About this exercise:
Character for character, transcribe the entries below, minus the images.

-*-*-

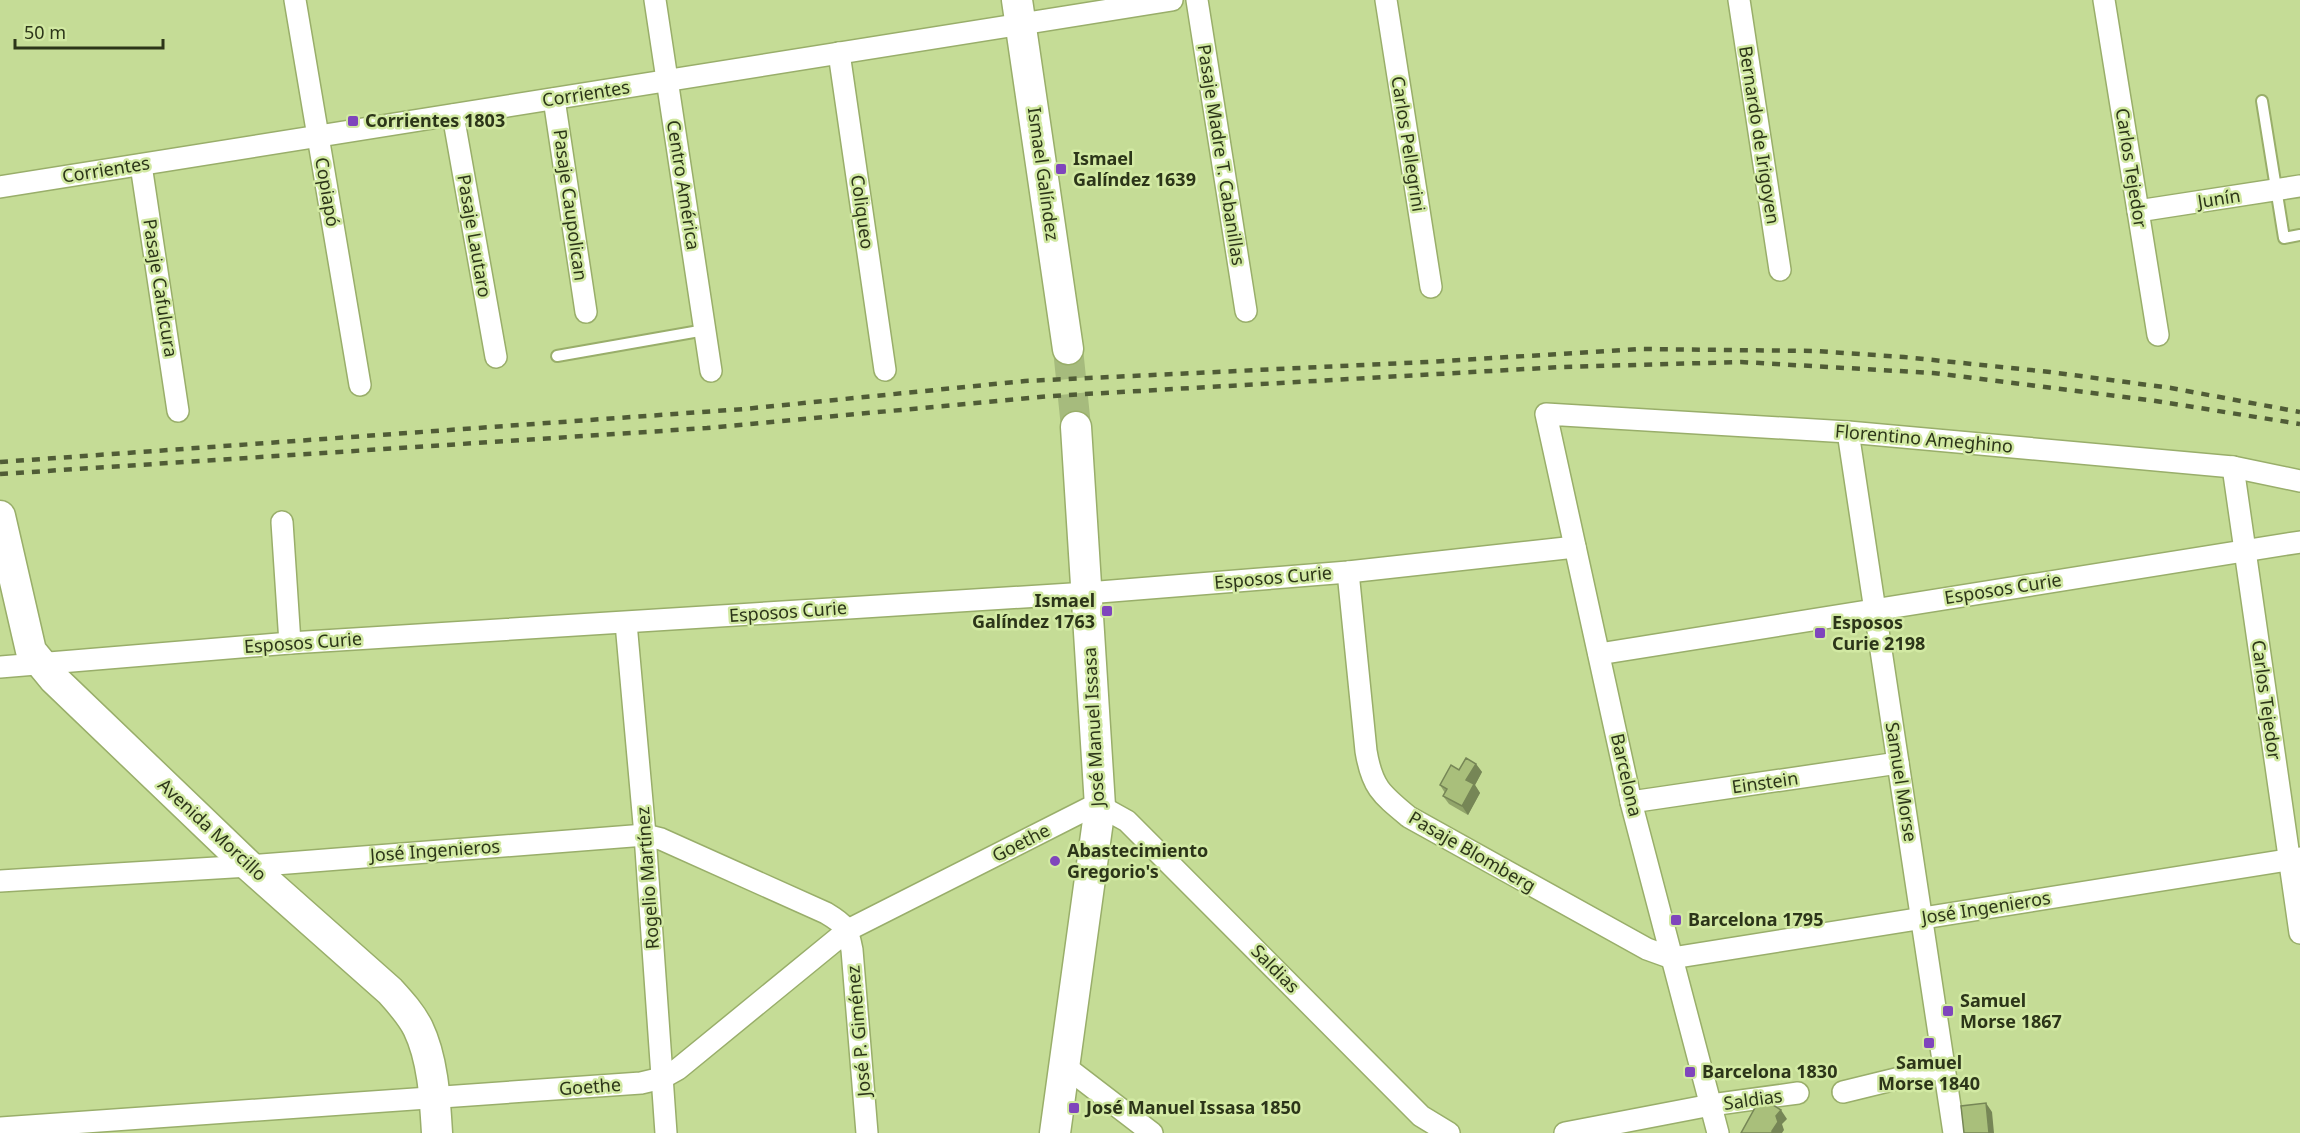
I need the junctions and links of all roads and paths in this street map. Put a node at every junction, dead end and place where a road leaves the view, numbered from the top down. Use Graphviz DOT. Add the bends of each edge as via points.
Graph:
graph roads {
  1 [pos="296,0"];
  2 [pos="655,0"];
  3 [pos="1172,0"];
  4 [pos="1197,0"];
  5 [pos="1386,0"];
  6 [pos="1739,0"];
  7 [pos="2104,0"];
  8 [pos="1019,12"];
  9 [pos="839,53"];
  10 [pos="667,81"];
  11 [pos="554,99"];
  12 [pos="2262,101"];
  13 [pos="453,115"];
  14 [pos="317,136"];
  15 [pos="141,165"];
  16 [pos="2300,186"];
  17 [pos="0,187"];
  18 [pos="2277,190"];
  19 [pos="2138,211"];
  20 [pos="2300,236"];
  21 [pos="1780,270"];
  22 [pos="1431,287"];
  23 [pos="1246,311"];
  24 [pos="586,312"];
  25 [pos="705,330"];
  26 [pos="2158,335"];
  27 [pos="1068,349"];
  28 [pos="557,356"];
  29 [pos="496,357"];
  30 [pos="885,370"];
  31 [pos="711,371"];
  32 [pos="360,385"];
  33 [pos="178,411"];
  34 [pos="1546,414"];
  35 [pos="1076,427"];
  36 [pos="1848,432"];
  37 [pos="2233,467"];
  38 [pos="2300,481"];
  39 [pos="0,516"];
  40 [pos="282,522"];
  41 [pos="2300,542"];
  42 [pos="1575,547"];
  43 [pos="2245,551"];
  44 [pos="1348,572"];
  45 [pos="1087,593"];
  46 [pos="1875,610"];
  47 [pos="626,622"];
  48 [pos="290,643"];
  49 [pos="1599,654"];
  50 [pos="40,663"];
  51 [pos="0,667"];
  52 [pos="1898,763"];
  53 [pos="1631,802"];
  54 [pos="1100,806"];
  55 [pos="645,835"];
  56 [pos="2295,859"];
  57 [pos="249,866"];
  58 [pos="0,881"];
  59 [pos="1922,918"];
  60 [pos="848,930"];
  61 [pos="2300,933"];
  62 [pos="1672,958"];
  63 [pos="1066,1066"];
  64 [pos="1945,1067"];
  65 [pos="662,1078"];
  66 [pos="1843,1092"];
  67 [pos="1798,1093"];
  68 [pos="435,1098"];
  69 [pos="1711,1106"];
  70 [pos="211,1123"];
  71 [pos="0,1128"];
  72 [pos="437,1133"];
  73 [pos="666,1133"];
  74 [pos="867,1133"];
  75 [pos="1055,1133"];
  76 [pos="1152,1133"];
  77 [pos="1449,1133"];
  78 [pos="1565,1133"];
  79 [pos="1718,1133"];
  80 [pos="1954,1133"];
  1 -- 14 [label="street, Copiapó"];
  2 -- 10 [label="street, Centro América"];
  3 -- 8 [label="street, Corrientes"];
  4 -- 23 [label="street, Pasaje Madre T. Cabanillas"];
  5 -- 22 [label="street, Carlos Pellegrini"];
  6 -- 21 [label="street, Bernardo de Irigoyen"];
  7 -- 19 [label="street, Carlos Tejedor"];
  8 -- 9 [label="street, Corrientes"];
  8 -- 27 [label="main road, Ismael Galíndez"];
  9 -- 10 [label="street, Corrientes"];
  9 -- 30 [label="street, Coliqueo"];
  10 -- 11 [label="street, Corrientes"];
  10 -- 25 [label="street, Centro América"];
  11 -- 13 [label="street, Corrientes"];
  11 -- 24 [label="street, Pasaje Caupolican"];
  12 -- 18 [label="lane"];
  13 -- 14 [label="street, Corrientes"];
  13 -- 29 [label="street, Pasaje Lautaro"];
  14 -- 15 [label="street, Corrientes"];
  14 -- 32 [label="street, Copiapó"];
  15 -- 17 [label="street, Corrientes"];
  15 -- 33 [label="street, Pasaje Cafulcura"];
  16 -- 18 [label="street, Junín"];
  18 -- 19 [label="street, Junín"];
  18 -- 20 [label="lane" via="2284,238"];
  19 -- 26 [label="street, Carlos Tejedor"];
  25 -- 28 [label="lane"];
  25 -- 31 [label="street, Centro América"];
  34 -- 36 [label="street, Florentino Ameghino"];
  34 -- 42 [label="street, Barcelona"];
  35 -- 45 [label="main road, José Manuel Issasa"];
  36 -- 37 [label="street, Florentino Ameghino"];
  36 -- 46 [label="street, Samuel Morse"];
  37 -- 38 [label="street, Florentino Ameghino"];
  37 -- 43 [label="street, Carlos Tejedor"];
  39 -- 50 [label="main road, Avenida Morcillo" via="26,637"];
  40 -- 48 [label="street"];
  41 -- 43 [label="street, Esposos Curie"];
  42 -- 44 [label="street, Esposos Curie"];
  42 -- 49 [label="street, Barcelona"];
  43 -- 46 [label="street, Esposos Curie"];
  43 -- 56 [label="street, Carlos Tejedor"];
  44 -- 45 [label="street, Esposos Curie"];
  44 -- 62 [label="street, Pasaje Blomberg" via="1366,751 1376,786 1409,817 1647,950"];
  45 -- 47 [label="street, Esposos Curie"];
  45 -- 54 [label="main road, José Manuel Issasa"];
  46 -- 49 [label="street, Esposos Curie"];
  46 -- 52 [label="street, Samuel Morse"];
  47 -- 48 [label="street, Esposos Curie"];
  47 -- 55 [label="street, Rogelio Martínez"];
  48 -- 50 [label="street, Esposos Curie"];
  49 -- 53 [label="street, Barcelona"];
  50 -- 51 [label="street, Esposos Curie"];
  50 -- 57 [label="main road, Avenida Morcillo"];
  52 -- 53 [label="street, Einstein"];
  52 -- 59 [label="street, Samuel Morse"];
  53 -- 62 [label="street, Barcelona"];
  54 -- 60 [label="street, Goethe" via="1089,808"];
  54 -- 63 [label="main road, José Manuel Issasa"];
  54 -- 77 [label="street, Saldias" via="1126,821 1421,1116"];
  55 -- 57 [label="street, José Ingenieros"];
  55 -- 60 [label="street, José Ingenieros" via="674,844 826,914"];
  55 -- 65 [label="street, Rogelio Martínez"];
  56 -- 59 [label="street, José Ingenieros"];
  56 -- 61 [label="street, Carlos Tejedor"];
  57 -- 58 [label="street, José Ingenieros"];
  57 -- 68 [label="main road, Avenida Morcillo" via="403,1006 424,1044"];
  59 -- 62 [label="street, José Ingenieros"];
  59 -- 64 [label="street, Samuel Morse"];
  60 -- 65 [label="street, Goethe"];
  60 -- 74 [label="street, José P. Giménez"];
  62 -- 69 [label="street, Barcelona"];
  63 -- 75 [label="main road, José Manuel Issasa"];
  63 -- 76 [label="street"];
  64 -- 66 [label="street"];
  64 -- 80 [label="street, Samuel Morse"];
  65 -- 68 [label="street, Goethe" via="641,1083"];
  65 -- 73 [label="street, Rogelio Martínez"];
  67 -- 69 [label="street, Saldias"];
  68 -- 70 [label="street, Goethe"];
  68 -- 72 [label="main road, Avenida Morcillo"];
  69 -- 78 [label="street, Saldias"];
  69 -- 79 [label="street, Barcelona"];
  70 -- 71 [label="street, Goethe"];
}
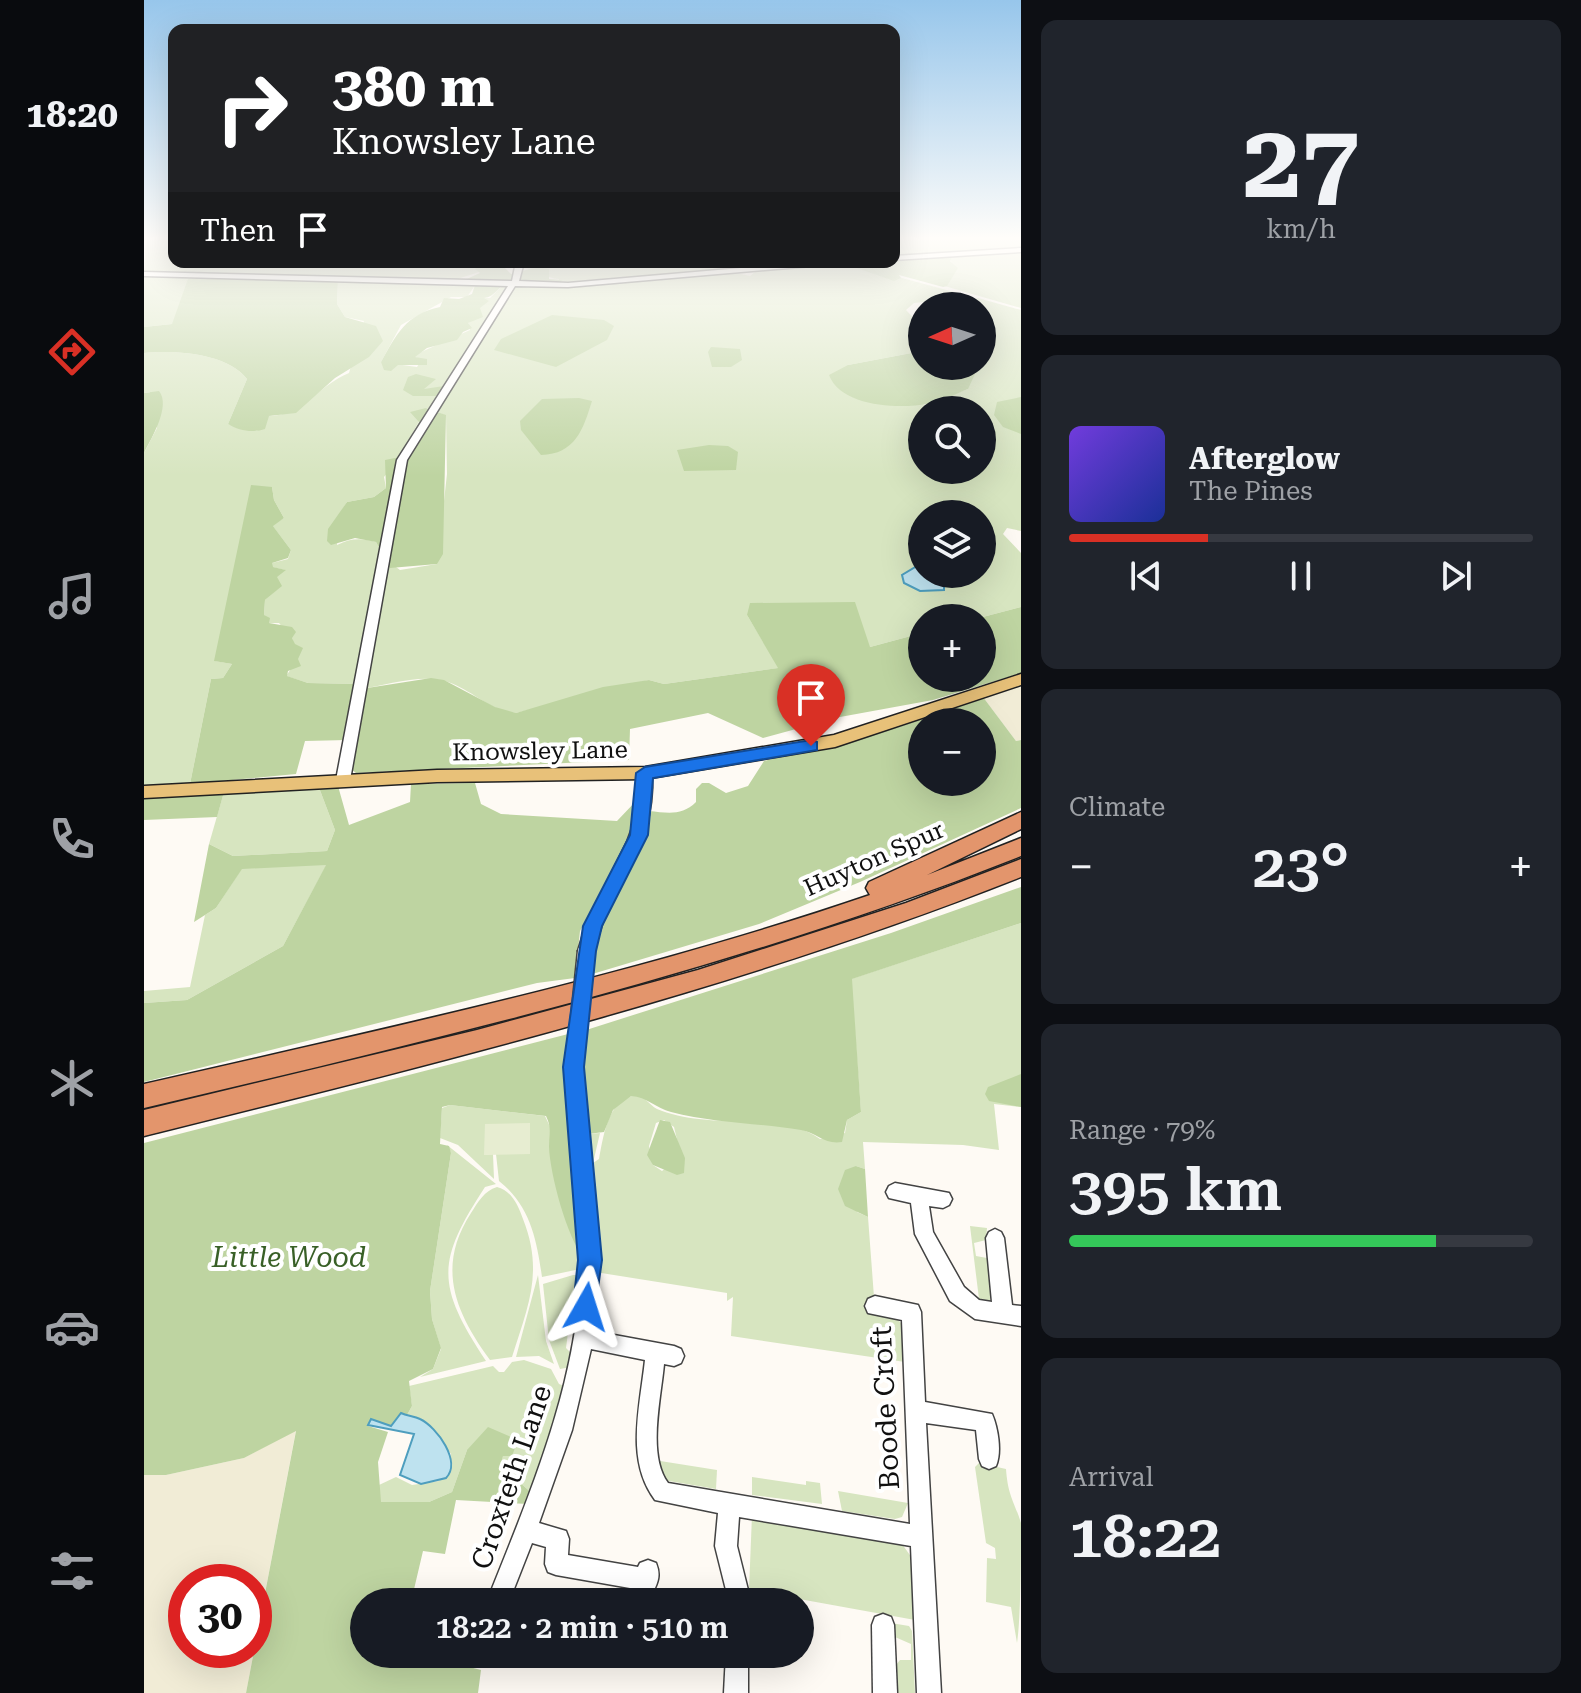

-*-*-

Response:
I need the junctions and links of all roads and paths in this street map. Put a node at every junction, dead end and place where a road leaves the view, numbered from the top down. Use Graphviz DOT. Add the bends of each edge as via points.
Graph:
graph roads {
  1 [pos="296,0"];
  2 [pos="655,0"];
  3 [pos="1172,0"];
  4 [pos="1197,0"];
  5 [pos="1386,0"];
  6 [pos="1739,0"];
  7 [pos="2104,0"];
  8 [pos="1019,12"];
  9 [pos="839,53"];
  10 [pos="667,81"];
  11 [pos="554,99"];
  12 [pos="2262,101"];
  13 [pos="453,115"];
  14 [pos="317,136"];
  15 [pos="141,165"];
  16 [pos="2300,186"];
  17 [pos="0,187"];
  18 [pos="2277,190"];
  19 [pos="2138,211"];
  20 [pos="2300,236"];
  21 [pos="1780,270"];
  22 [pos="1431,287"];
  23 [pos="1246,311"];
  24 [pos="586,312"];
  25 [pos="705,330"];
  26 [pos="2158,335"];
  27 [pos="1068,349"];
  28 [pos="557,356"];
  29 [pos="496,357"];
  30 [pos="885,370"];
  31 [pos="711,371"];
  32 [pos="360,385"];
  33 [pos="178,411"];
  34 [pos="1546,414"];
  35 [pos="1076,427"];
  36 [pos="1848,432"];
  37 [pos="2233,467"];
  38 [pos="2300,481"];
  39 [pos="0,516"];
  40 [pos="282,522"];
  41 [pos="2300,542"];
  42 [pos="1575,547"];
  43 [pos="2245,551"];
  44 [pos="1348,572"];
  45 [pos="1087,593"];
  46 [pos="1875,610"];
  47 [pos="626,622"];
  48 [pos="290,643"];
  49 [pos="1599,654"];
  50 [pos="40,663"];
  51 [pos="0,667"];
  52 [pos="1898,763"];
  53 [pos="1631,802"];
  54 [pos="1100,806"];
  55 [pos="645,835"];
  56 [pos="2295,859"];
  57 [pos="249,866"];
  58 [pos="0,881"];
  59 [pos="1922,918"];
  60 [pos="848,930"];
  61 [pos="2300,933"];
  62 [pos="1672,958"];
  63 [pos="1066,1066"];
  64 [pos="1945,1067"];
  65 [pos="662,1078"];
  66 [pos="1843,1092"];
  67 [pos="1798,1093"];
  68 [pos="435,1098"];
  69 [pos="1711,1106"];
  70 [pos="211,1123"];
  71 [pos="0,1128"];
  72 [pos="437,1133"];
  73 [pos="666,1133"];
  74 [pos="867,1133"];
  75 [pos="1055,1133"];
  76 [pos="1152,1133"];
  77 [pos="1449,1133"];
  78 [pos="1565,1133"];
  79 [pos="1718,1133"];
  80 [pos="1954,1133"];
  1 -- 14 [label="street, Copiapó"];
  2 -- 10 [label="street, Centro América"];
  3 -- 8 [label="street, Corrientes"];
  4 -- 23 [label="street, Pasaje Madre T. Cabanillas"];
  5 -- 22 [label="street, Carlos Pellegrini"];
  6 -- 21 [label="street, Bernardo de Irigoyen"];
  7 -- 19 [label="street, Carlos Tejedor"];
  8 -- 9 [label="street, Corrientes"];
  8 -- 27 [label="main road, Ismael Galíndez"];
  9 -- 10 [label="street, Corrientes"];
  9 -- 30 [label="street, Coliqueo"];
  10 -- 11 [label="street, Corrientes"];
  10 -- 25 [label="street, Centro América"];
  11 -- 13 [label="street, Corrientes"];
  11 -- 24 [label="street, Pasaje Caupolican"];
  12 -- 18 [label="lane"];
  13 -- 14 [label="street, Corrientes"];
  13 -- 29 [label="street, Pasaje Lautaro"];
  14 -- 15 [label="street, Corrientes"];
  14 -- 32 [label="street, Copiapó"];
  15 -- 17 [label="street, Corrientes"];
  15 -- 33 [label="street, Pasaje Cafulcura"];
  16 -- 18 [label="street, Junín"];
  18 -- 19 [label="street, Junín"];
  18 -- 20 [label="lane" via="2284,238"];
  19 -- 26 [label="street, Carlos Tejedor"];
  25 -- 28 [label="lane"];
  25 -- 31 [label="street, Centro América"];
  34 -- 36 [label="street, Florentino Ameghino"];
  34 -- 42 [label="street, Barcelona"];
  35 -- 45 [label="main road, José Manuel Issasa"];
  36 -- 37 [label="street, Florentino Ameghino"];
  36 -- 46 [label="street, Samuel Morse"];
  37 -- 38 [label="street, Florentino Ameghino"];
  37 -- 43 [label="street, Carlos Tejedor"];
  39 -- 50 [label="main road, Avenida Morcillo" via="26,637"];
  40 -- 48 [label="street"];
  41 -- 43 [label="street, Esposos Curie"];
  42 -- 44 [label="street, Esposos Curie"];
  42 -- 49 [label="street, Barcelona"];
  43 -- 46 [label="street, Esposos Curie"];
  43 -- 56 [label="street, Carlos Tejedor"];
  44 -- 45 [label="street, Esposos Curie"];
  44 -- 62 [label="street, Pasaje Blomberg" via="1366,751 1376,786 1409,817 1647,950"];
  45 -- 47 [label="street, Esposos Curie"];
  45 -- 54 [label="main road, José Manuel Issasa"];
  46 -- 49 [label="street, Esposos Curie"];
  46 -- 52 [label="street, Samuel Morse"];
  47 -- 48 [label="street, Esposos Curie"];
  47 -- 55 [label="street, Rogelio Martínez"];
  48 -- 50 [label="street, Esposos Curie"];
  49 -- 53 [label="street, Barcelona"];
  50 -- 51 [label="street, Esposos Curie"];
  50 -- 57 [label="main road, Avenida Morcillo"];
  52 -- 53 [label="street, Einstein"];
  52 -- 59 [label="street, Samuel Morse"];
  53 -- 62 [label="street, Barcelona"];
  54 -- 60 [label="street, Goethe" via="1089,808"];
  54 -- 63 [label="main road, José Manuel Issasa"];
  54 -- 77 [label="street, Saldias" via="1126,821 1421,1116"];
  55 -- 57 [label="street, José Ingenieros"];
  55 -- 60 [label="street, José Ingenieros" via="674,844 826,914"];
  55 -- 65 [label="street, Rogelio Martínez"];
  56 -- 59 [label="street, José Ingenieros"];
  56 -- 61 [label="street, Carlos Tejedor"];
  57 -- 58 [label="street, José Ingenieros"];
  57 -- 68 [label="main road, Avenida Morcillo" via="403,1006 424,1044"];
  59 -- 62 [label="street, José Ingenieros"];
  59 -- 64 [label="street, Samuel Morse"];
  60 -- 65 [label="street, Goethe"];
  60 -- 74 [label="street, José P. Giménez"];
  62 -- 69 [label="street, Barcelona"];
  63 -- 75 [label="main road, José Manuel Issasa"];
  63 -- 76 [label="street"];
  64 -- 66 [label="street"];
  64 -- 80 [label="street, Samuel Morse"];
  65 -- 68 [label="street, Goethe" via="641,1083"];
  65 -- 73 [label="street, Rogelio Martínez"];
  67 -- 69 [label="street, Saldias"];
  68 -- 70 [label="street, Goethe"];
  68 -- 72 [label="main road, Avenida Morcillo"];
  69 -- 78 [label="street, Saldias"];
  69 -- 79 [label="street, Barcelona"];
  70 -- 71 [label="street, Goethe"];
}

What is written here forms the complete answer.